CTR (click-through-rate) is that ratio of clicks to impressions (an impression is each individual display of your ad) and is a major factor used by Google to evaluate the performance of your campaign(s). Generally speaking, the higher your CTR (the larger the percentage of clicks to impressions), the better your campaign is performing, so a CTR of 15% is better than one of 8%, for example.

A lot of words are written about how to increase the number of clicks to improve CTR, but the 'flip-side' to this objective is to reduce the number of impressions. 10 clicks from 100 impressions is a CTR of 10%. 10 clicks from only 50 impressions is a CTR of 20%. But, I hear you say, why would I want to show my ads less often, surely that's insane?

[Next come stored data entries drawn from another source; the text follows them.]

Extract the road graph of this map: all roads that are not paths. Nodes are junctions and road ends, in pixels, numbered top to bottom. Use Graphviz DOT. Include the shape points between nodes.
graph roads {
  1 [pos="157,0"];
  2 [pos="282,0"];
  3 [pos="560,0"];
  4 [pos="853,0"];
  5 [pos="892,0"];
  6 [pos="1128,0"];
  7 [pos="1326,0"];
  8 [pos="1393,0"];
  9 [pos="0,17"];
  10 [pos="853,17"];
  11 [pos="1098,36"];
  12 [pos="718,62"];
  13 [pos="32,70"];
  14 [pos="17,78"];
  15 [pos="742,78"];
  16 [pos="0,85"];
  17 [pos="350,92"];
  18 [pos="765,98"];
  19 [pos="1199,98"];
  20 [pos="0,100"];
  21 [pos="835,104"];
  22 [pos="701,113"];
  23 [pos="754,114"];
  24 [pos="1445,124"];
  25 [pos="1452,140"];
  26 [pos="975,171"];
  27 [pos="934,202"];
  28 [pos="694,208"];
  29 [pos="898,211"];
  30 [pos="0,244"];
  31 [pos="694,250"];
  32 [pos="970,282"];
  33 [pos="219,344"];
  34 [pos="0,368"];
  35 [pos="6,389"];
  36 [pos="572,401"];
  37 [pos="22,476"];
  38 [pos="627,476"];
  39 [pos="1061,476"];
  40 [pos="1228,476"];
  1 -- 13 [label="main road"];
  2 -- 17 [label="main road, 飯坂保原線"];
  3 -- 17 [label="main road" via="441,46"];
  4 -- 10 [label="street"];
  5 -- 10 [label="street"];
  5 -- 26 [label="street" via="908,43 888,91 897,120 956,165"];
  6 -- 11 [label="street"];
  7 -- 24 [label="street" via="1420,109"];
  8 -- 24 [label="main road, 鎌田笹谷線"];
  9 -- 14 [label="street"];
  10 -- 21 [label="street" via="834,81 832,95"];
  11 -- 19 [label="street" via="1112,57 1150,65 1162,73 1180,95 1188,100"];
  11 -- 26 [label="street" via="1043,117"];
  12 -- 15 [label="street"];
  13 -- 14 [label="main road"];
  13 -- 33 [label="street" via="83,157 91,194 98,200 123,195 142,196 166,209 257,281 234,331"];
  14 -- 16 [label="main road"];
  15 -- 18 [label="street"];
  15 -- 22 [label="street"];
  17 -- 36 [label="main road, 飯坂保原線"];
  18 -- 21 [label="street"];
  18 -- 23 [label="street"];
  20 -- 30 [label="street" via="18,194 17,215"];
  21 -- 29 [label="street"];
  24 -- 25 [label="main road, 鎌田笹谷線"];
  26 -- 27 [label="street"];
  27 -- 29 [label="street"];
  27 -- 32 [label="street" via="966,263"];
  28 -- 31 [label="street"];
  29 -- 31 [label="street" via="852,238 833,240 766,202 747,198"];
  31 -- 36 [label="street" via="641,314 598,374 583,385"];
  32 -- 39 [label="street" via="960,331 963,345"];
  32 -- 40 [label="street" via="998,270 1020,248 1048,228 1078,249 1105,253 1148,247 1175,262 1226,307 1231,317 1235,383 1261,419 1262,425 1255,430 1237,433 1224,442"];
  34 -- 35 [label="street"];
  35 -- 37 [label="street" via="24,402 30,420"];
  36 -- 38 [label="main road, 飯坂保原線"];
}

In an absolutely ideal world you only want your ads shown to people who are really interested in your product or service and only in response to searches that match what you actually do or sell. Using good 'positive' keywords is the primary route to achieving this goal but unless you're only using exact matches in your keyword list (where the search term must match your keywords exactly) there's a danger that your keywords may trigger in a longer search phrase that is clearly not of benefit to you and is a wasted impression or worse, a wasted click. This is best demonstrated with an example.

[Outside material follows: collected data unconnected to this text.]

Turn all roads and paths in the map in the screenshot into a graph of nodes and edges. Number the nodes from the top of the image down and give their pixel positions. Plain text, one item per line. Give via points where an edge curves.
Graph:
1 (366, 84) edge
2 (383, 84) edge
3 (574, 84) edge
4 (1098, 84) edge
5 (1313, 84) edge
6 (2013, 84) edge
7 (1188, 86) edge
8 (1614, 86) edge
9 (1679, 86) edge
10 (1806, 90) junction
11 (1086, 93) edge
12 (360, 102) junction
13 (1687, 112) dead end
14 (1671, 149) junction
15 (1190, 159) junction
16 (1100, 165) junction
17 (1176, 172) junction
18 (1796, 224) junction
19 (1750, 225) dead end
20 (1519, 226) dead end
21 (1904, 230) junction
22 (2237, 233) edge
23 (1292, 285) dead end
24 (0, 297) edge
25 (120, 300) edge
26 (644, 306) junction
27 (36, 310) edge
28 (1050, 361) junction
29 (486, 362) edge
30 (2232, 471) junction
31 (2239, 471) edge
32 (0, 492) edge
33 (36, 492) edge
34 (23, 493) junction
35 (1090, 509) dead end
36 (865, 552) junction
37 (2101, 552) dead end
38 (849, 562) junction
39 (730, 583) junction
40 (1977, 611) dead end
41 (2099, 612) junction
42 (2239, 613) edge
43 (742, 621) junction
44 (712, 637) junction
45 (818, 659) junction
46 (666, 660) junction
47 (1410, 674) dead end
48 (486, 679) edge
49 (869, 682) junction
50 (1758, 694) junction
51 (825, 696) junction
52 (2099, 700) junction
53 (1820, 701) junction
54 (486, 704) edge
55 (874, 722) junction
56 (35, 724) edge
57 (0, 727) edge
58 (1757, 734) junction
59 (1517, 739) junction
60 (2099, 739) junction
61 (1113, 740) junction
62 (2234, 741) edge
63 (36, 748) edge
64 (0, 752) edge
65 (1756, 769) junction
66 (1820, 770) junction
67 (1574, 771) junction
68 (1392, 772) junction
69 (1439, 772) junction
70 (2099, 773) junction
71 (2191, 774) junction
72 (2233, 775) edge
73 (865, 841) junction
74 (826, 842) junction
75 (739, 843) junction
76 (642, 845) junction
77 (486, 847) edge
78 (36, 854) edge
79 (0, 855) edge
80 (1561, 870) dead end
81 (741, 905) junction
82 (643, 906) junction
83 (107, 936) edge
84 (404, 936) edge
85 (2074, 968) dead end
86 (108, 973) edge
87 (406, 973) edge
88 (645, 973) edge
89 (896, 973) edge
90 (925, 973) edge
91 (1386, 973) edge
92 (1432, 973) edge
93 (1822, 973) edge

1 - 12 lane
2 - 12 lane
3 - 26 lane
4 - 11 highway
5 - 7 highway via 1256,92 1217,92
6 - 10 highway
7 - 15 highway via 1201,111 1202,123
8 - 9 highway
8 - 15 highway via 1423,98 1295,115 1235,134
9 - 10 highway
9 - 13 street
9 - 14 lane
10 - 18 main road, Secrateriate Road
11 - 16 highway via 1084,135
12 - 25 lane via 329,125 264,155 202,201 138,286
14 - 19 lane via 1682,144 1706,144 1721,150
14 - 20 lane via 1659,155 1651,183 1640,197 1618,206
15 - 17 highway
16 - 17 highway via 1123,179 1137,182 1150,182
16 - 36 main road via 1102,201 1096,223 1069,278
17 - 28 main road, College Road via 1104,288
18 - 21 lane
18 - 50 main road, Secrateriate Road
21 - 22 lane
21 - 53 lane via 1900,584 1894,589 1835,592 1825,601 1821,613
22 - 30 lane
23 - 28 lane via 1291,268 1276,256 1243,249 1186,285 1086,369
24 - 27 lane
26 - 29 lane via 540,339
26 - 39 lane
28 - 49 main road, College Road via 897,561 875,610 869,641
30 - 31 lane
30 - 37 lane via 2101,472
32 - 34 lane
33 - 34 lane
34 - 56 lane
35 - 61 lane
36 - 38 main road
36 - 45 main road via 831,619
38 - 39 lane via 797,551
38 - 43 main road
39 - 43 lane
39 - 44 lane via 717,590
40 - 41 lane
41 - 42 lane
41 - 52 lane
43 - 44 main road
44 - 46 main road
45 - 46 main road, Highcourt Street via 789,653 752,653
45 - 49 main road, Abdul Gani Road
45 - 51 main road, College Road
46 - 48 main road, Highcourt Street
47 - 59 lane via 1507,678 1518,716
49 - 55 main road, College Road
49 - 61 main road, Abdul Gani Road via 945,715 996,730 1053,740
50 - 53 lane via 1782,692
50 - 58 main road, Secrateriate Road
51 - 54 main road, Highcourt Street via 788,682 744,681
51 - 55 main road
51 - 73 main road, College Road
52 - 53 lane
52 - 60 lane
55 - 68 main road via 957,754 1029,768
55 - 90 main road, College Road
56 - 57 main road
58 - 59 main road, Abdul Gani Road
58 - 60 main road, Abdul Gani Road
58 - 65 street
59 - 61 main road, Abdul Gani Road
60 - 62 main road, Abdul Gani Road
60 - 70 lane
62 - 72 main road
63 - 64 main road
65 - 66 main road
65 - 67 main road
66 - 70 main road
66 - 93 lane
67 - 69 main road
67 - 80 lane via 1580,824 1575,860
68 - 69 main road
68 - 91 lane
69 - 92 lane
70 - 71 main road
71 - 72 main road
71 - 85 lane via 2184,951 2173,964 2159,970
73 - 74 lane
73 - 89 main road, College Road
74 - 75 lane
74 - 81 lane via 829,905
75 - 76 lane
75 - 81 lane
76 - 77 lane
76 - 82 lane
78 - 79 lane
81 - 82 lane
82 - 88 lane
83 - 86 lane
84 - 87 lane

Let's say you run a firm of accountants and want to advertise your services. You use a variety of accountancy type keywords in your ad group all of which are either broad or phrase match types. Fine, what's wrong with that? The problem is that while you'll get impressions and clicks for people who are actually looking for an accountant, you'll also get clicks from people who are looking for work in an accountants. Unless you have a very large turnover of staff this probably isn't the aim of the campaign. Here's what you might see in a Search Query report:

accountancy services

jobs in accountancy

accountants in York

accountancy vacancies

All those job-seekers are pushing your impression count up and many of them are probably clicking your ads as well to go to your site and search for contact details to send in a CV. Adding 'job', 'vacancy' and other variations to your negative keyword list - either at the ad group or campaign level as appropriate - could dramatically reduce your impression count, increasing your CTR, and will probably save you some wasted clicks as well, increasing your conversion rate.

In other industries it may be that the negative keywords should include brands you don't stock, colours you don't sell, specific services you don't provide; as I said at the top of this post, I think every campaign could probably find one or more keywords that would be useful as negatives.